I don't blame the analysts covering AIG for being focused on the short term GAAP outlooks and complete disregard for the true value of the company. Bold bearish proclamations are easier to sell to their clients and that is also what gets their name in the news i.e. Meredith Whitney in Fortune Magazine. It brings a certain level of celebrity to be the most bearish on a big company like AIG, just like it is sexy to be the most bullish in a bear market like a Henry Blodgett on Amazon. By observing the facts however, an objective analyst can see that this obsession with GAAP is completely distorting the true financial situation of AIG, in addition to many other credit worthy institutions.

Let's break down a few of the numbers to elaborate my point. AIG's Financial Guaranty business has been the main contributor to the mark to market losses of the last few quarters. CDS positions are basically insurance policies on the super senior portions of CDO portfolios, backed by true assets, which in most cases are mortgage backed securities. Through the second quarter AIG has taken $24.8 billion in marked to market losses on this portfolio. AIG's own cash flow driven analysis leads them to believe that actual losses on this portfolio are likely to be around $5 Billion. In their stress case scenario, using extremely conservative default and severity assumptions, they estimate their future losses to be approximately $8.5 billion.

To give an example of their stress case analysis for their subprime exposure, AIG is assuming that 96% of currently delinquent mortgages will default and that net recoveries on a foreclosure will be 28 cents on the dollar as opposed to the 50 cents that is the current national average on foreclosure recoveries. These assumptions seem to be quite Draconian but it takes real work to come up with default and severity rates that in any way can come near to the expected losses that these indices are pricing in, which once again has very little relation to the actual performance of the underlying assets that are insured.

Assuming AIG's stress case estimates prove to be accurate, this would mean that $16.3 Billion of already incurred losses would eventually pass through the income statement and back on to the balance sheet as earnings. This is quite an abstract painting that GAAP is providing in assessing this firm's financial condition.

In its Insurance Investment Portfolio, AIG has suffered from $10.3 Billion in other then temporary impairment losses. 87% of theses charges represent severity charges which are driven from market declines of a certain amount, but that are not at all indicative of the actual performance of the underlying collateral, which has remained AAA or AA rated, and that is performing well.
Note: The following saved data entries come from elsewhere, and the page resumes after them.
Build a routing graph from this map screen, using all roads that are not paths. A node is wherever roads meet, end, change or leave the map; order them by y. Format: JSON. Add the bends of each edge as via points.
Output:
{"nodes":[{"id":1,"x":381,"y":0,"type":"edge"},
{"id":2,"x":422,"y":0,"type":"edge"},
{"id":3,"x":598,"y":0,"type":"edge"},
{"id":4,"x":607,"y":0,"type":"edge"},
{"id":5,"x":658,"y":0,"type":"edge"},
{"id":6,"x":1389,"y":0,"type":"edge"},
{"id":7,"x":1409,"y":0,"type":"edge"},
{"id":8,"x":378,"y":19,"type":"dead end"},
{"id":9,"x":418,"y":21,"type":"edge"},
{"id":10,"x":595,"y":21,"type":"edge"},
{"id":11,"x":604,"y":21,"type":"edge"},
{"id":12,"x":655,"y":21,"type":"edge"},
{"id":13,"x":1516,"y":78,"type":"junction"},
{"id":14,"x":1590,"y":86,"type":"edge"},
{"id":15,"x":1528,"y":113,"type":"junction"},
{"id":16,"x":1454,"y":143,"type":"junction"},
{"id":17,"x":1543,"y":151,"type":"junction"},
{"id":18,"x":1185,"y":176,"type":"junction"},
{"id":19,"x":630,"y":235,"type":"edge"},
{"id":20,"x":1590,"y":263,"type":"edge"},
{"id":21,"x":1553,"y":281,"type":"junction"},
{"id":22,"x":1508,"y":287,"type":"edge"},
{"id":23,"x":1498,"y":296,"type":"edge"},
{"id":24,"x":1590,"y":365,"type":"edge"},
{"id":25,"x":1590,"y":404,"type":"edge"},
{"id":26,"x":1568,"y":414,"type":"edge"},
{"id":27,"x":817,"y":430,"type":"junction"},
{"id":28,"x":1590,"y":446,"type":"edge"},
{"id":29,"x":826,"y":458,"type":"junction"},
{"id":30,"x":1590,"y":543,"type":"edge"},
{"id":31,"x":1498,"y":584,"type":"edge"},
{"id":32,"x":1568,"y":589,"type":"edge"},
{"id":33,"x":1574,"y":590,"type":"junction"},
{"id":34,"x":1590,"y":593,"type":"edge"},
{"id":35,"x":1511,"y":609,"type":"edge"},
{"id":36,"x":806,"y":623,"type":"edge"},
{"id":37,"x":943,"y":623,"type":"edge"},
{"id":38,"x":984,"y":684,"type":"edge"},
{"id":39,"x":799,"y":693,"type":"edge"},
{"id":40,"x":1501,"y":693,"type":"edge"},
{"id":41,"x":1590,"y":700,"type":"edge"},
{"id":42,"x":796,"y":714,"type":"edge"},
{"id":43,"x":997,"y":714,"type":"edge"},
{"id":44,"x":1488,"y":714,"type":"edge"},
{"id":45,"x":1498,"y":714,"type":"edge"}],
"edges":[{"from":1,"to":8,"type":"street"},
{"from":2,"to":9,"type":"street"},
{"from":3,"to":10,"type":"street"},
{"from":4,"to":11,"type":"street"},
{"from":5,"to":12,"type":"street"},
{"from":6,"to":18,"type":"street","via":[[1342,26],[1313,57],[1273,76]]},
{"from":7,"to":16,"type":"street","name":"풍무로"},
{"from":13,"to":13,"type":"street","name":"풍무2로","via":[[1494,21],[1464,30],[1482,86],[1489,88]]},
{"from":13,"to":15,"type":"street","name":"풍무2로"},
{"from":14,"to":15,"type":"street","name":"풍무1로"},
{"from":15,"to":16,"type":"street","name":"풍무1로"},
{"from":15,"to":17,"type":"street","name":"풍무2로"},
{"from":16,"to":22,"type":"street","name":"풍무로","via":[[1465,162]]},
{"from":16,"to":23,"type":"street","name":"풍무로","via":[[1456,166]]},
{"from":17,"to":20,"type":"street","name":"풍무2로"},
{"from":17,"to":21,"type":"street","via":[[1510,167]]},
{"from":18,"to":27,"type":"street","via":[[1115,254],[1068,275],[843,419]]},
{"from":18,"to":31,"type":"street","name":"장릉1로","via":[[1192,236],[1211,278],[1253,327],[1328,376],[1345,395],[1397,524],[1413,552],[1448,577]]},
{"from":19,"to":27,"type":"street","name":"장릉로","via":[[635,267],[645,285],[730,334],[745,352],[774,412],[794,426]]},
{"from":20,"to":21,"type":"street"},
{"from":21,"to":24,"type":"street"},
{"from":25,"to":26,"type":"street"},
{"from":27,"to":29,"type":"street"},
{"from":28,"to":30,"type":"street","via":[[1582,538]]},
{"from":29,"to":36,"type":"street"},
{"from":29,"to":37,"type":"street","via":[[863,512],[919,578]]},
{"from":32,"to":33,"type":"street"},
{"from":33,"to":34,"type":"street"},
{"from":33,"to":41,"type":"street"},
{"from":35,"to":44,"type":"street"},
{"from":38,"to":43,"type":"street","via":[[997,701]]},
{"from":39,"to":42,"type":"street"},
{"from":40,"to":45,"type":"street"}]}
This means that the Investment Portfolio's losses are potentially overstated by approximately $8.9 Billion.

Now I don't believe that anybody could accurately forecast with precision what the final tally of losses or gains will be in these matters. There is no doubt however that the use of GAAP and Fair Value Accounting is creating massive distortions in regards to the true financial position of the Financial Guaranty companies and in this case AIG.

I could go on and on about AIG's business which is one of America's great growth stories of the last half century, but because of limited time I have focused on the largest short term issues just to show why in my opinion analysts are getting the true story all wrong. As time goes by and the true performance of the underlying collateral becomes more important then the temporary views of traders on a completely illiquid market, we will see the real economic fundamentals of AIG. If you have a long term outlook and the backbone to realize it is impossible to pick the bottom, I believe that this is a once in a lifetime buying opportunity of a top of the line insurer with an immense geographic footprint.

At a price of around $20 per share AIG is trading at 2/3rds of a fictionally reduced book value, and I believe that moving forward they should be able to grow book value by 10-13% a year moving forward.

Disclosure: Long AIG, MBI and ABK; short puts on AIG, MBI and ABK.